Actually, only one part stood out and was funny. I was living in a house that was not my own, and every time I walked through a room there would be a new bird flying around. So I start collecting the birds and putting them in cages. At one point I had three cockatiels and couldn't tell which one was Nibbles, which made me sad. I also had a finch of some sort who had a broken tail (what would Freud say about that?).

Here's the good part - the last bird that I caught was a parakeet. But it was bald on it's head save for a little patch around the top of the skull. It looked like Friar Tuck. But instead of wearing a robe, it was wearing a knit green turtleneck sweater. Yes. A bird sweater. A sweater on a bird.

And then it started speaking to me. In complete sentences, no less. It said, "My name is J'Italia, it is very nice to make your acquaintance." In my dream, I'm weird enough to answer back. Then the bird says, "I would like to move to the country and become a blacksmith."


And then I woke up because Dawsey stuck his little black kitty face in my face and caterwauled in my ear because he wanted to be fed. I so love my cats.

Posted by Highwaygirl on 01:02 PM | Comments (0)

February 10, 2005

101 In 1001 Update

I have crossed off numbers 17 (visit with Trina), 23 (stop swearing at fellow motorists for one week) and 97 (wear something pink), and added another movie to number 93 (B. Monkey, which was asstastic). Details on the main 101 in 1001 page.

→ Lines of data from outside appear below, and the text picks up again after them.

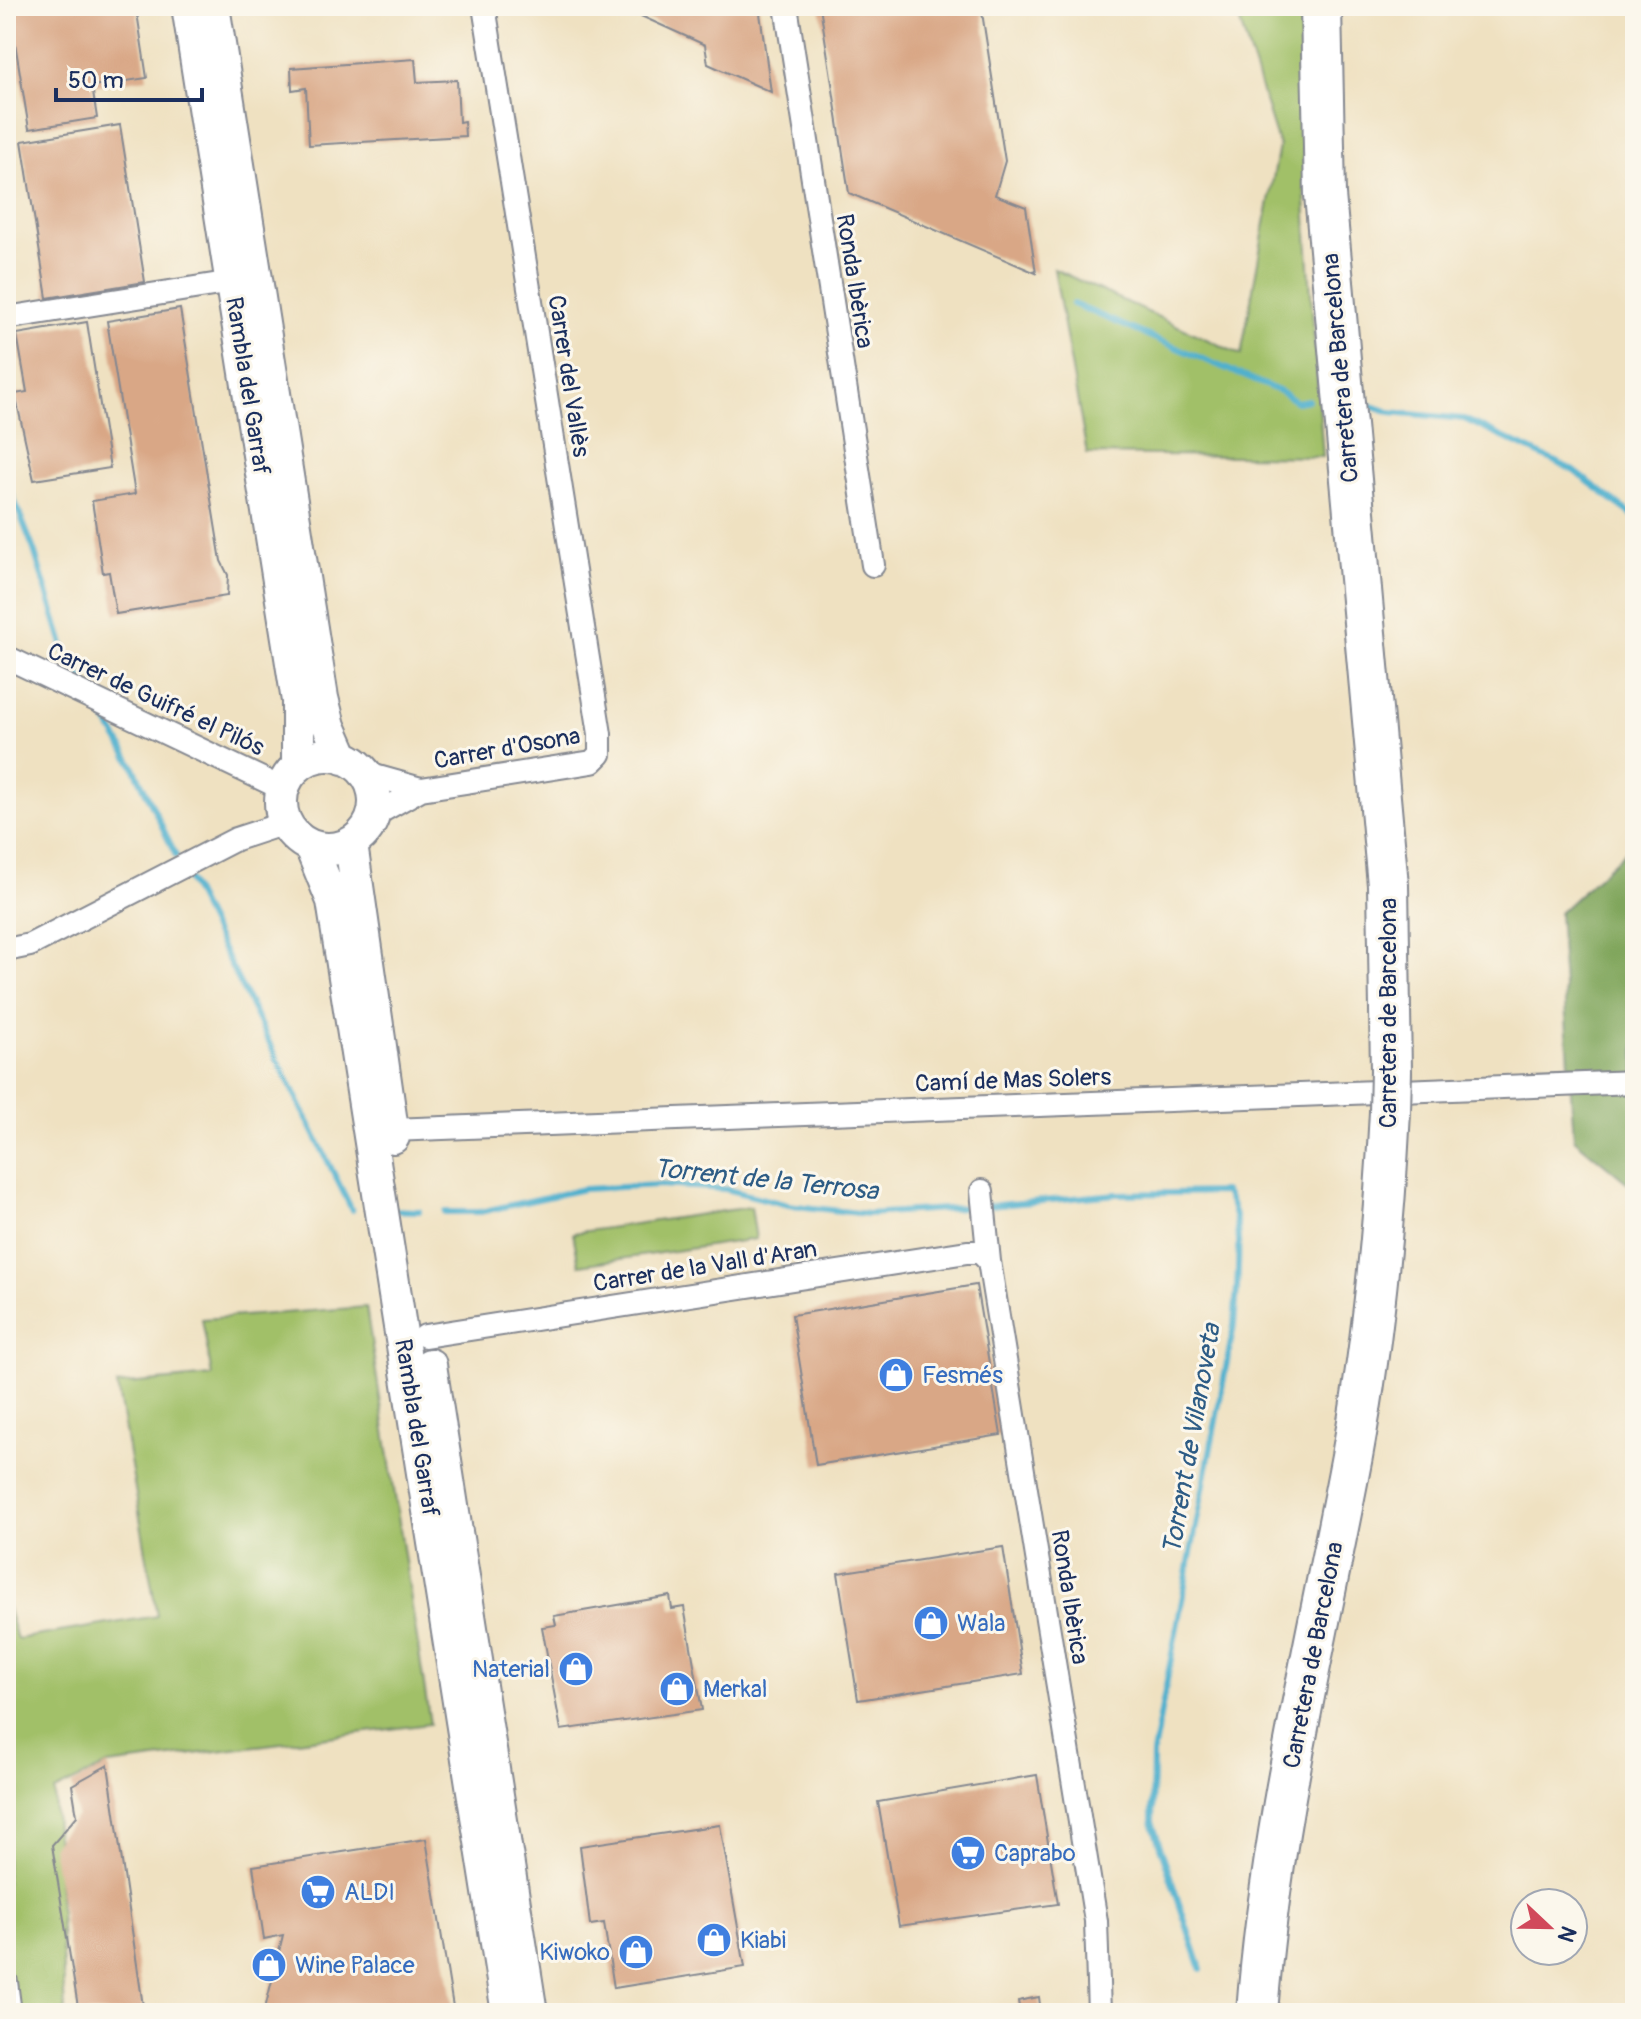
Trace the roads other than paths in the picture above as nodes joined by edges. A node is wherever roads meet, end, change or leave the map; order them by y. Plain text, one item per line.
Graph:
1 (188, 6) edge
2 (213, 6) edge
3 (484, 6) edge
4 (786, 6) edge
5 (1321, 6) edge
6 (232, 282) junction
7 (6, 318) edge
8 (873, 565) dead end
9 (6, 657) edge
10 (600, 754) joint
11 (354, 765) junction
12 (290, 778) junction
13 (421, 789) junction
14 (373, 816) junction
15 (285, 823) junction
16 (351, 844) junction
17 (311, 847) junction
18 (6, 950) edge
19 (1635, 1082) edge
20 (392, 1130) junction
21 (982, 1191) dead end
22 (394, 1210) junction
23 (989, 1261) junction
24 (425, 1336) junction
25 (6, 1982) edge
26 (10, 2013) edge
27 (508, 2013) edge
28 (531, 2013) edge
29 (1099, 2013) edge
30 (1257, 2013) edge

1 - 6 street, Rambla del Garraf
2 - 11 street, Rambla del Garraf
3 - 10 street, Carrer del Vallès
4 - 8 street, Ronda Ibèrica
5 - 30 highway, Carretera de Barcelona, bridge
6 - 7 street
6 - 12 street, Rambla del Garraf
9 - 12 street, Carrer de Guifré el Pilós
10 - 13 street, Carrer d'Osona
11 - 12 street
11 - 13 street, Carrer d'Osona
11 - 14 street, Rambla del Garraf
12 - 15 street, Rambla del Garraf
13 - 14 street, Carrer d'Osona
14 - 16 street
15 - 17 street, Rambla del Garraf
15 - 18 street
16 - 17 street
16 - 20 street, Rambla del Garraf
17 - 22 street, Rambla del Garraf
19 - 20 street, Camí de Mas Solers
20 - 22 street, Rambla del Garraf
21 - 23 street, Ronda Ibèrica
22 - 24 street, Rambla del Garraf
22 - 27 street, Rambla del Garraf
23 - 24 street, Carrer de la Vall d'Aran
23 - 29 street, Ronda Ibèrica
24 - 28 street, Rambla del Garraf
25 - 26 street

Posted by Highwaygirl on 11:26 AM | Comments (4)

February 09, 2005

Totem Pole

I still feel like hot death on a stick, but Rappy is trying to perk me up by providing scintillating conversation:

Rappy: I know the loss of added benefits might suck, but I suggest the band aid approach.
Me: but this is how guys do it!
Me: I guess I always have my arranged marriage with Totem to fall back on
Rappy: heh
Rappy: I should probably mention that to him...
Me: what? he's cheating on me?!?
Rappy: no!
Rappy: he just doesn't know he shouldn't be!
Me: haha
Me: is Totem a playah?
Rappy: No
Me: Totem is probably King Godly Stud and you just don't talk about it
Me: I should post this on your site
Me: in a comment
Me: because then he will see it
Rappy: true!
Me: *coding*
Rappy: NO!
Rappy: put it on yours. Expose it to the masses
Me: but HE won't see it
Rappy: I'll tell him about it
Me: oh all right
Me: done
Rappy: remind me tomorrow to tell him
Me: call him NOW
Me: get his ass out of bed for it
Rappy: nah
Rappy: he works hard.
Me: he was supposed to send me cookies
Me: he works hard doing what?
Rappy: OH!
Me: dude, the cookies are our BOND
Rappy: he's in school 5 days a week, and works evenings 5 nights a week, and then volunteers at the Oncology wing of the hospital in Tel Aviv
Rappy: on Fridays
Me: he DOES?
Me: *swoon*
Rappy: it's part of his scholarship fulfillment
Me: oh
Me: *revokes swoon*
Rappy: but he could have gone anywhere!
Rappy: he chose this

Posted by Highwaygirl on 04:41 PM | Comments (5)

February 03, 2005



Just a quick note to say that I'm rilly, rilly sick right now, complete with laryngitis and the inability to sleep for more than 90 minutes at a time. My lungs, as per usual, are in revolt, but this time they've brought my sinuses along for the battle.

So I just don't have the energy to make updates. Maybe this weekend.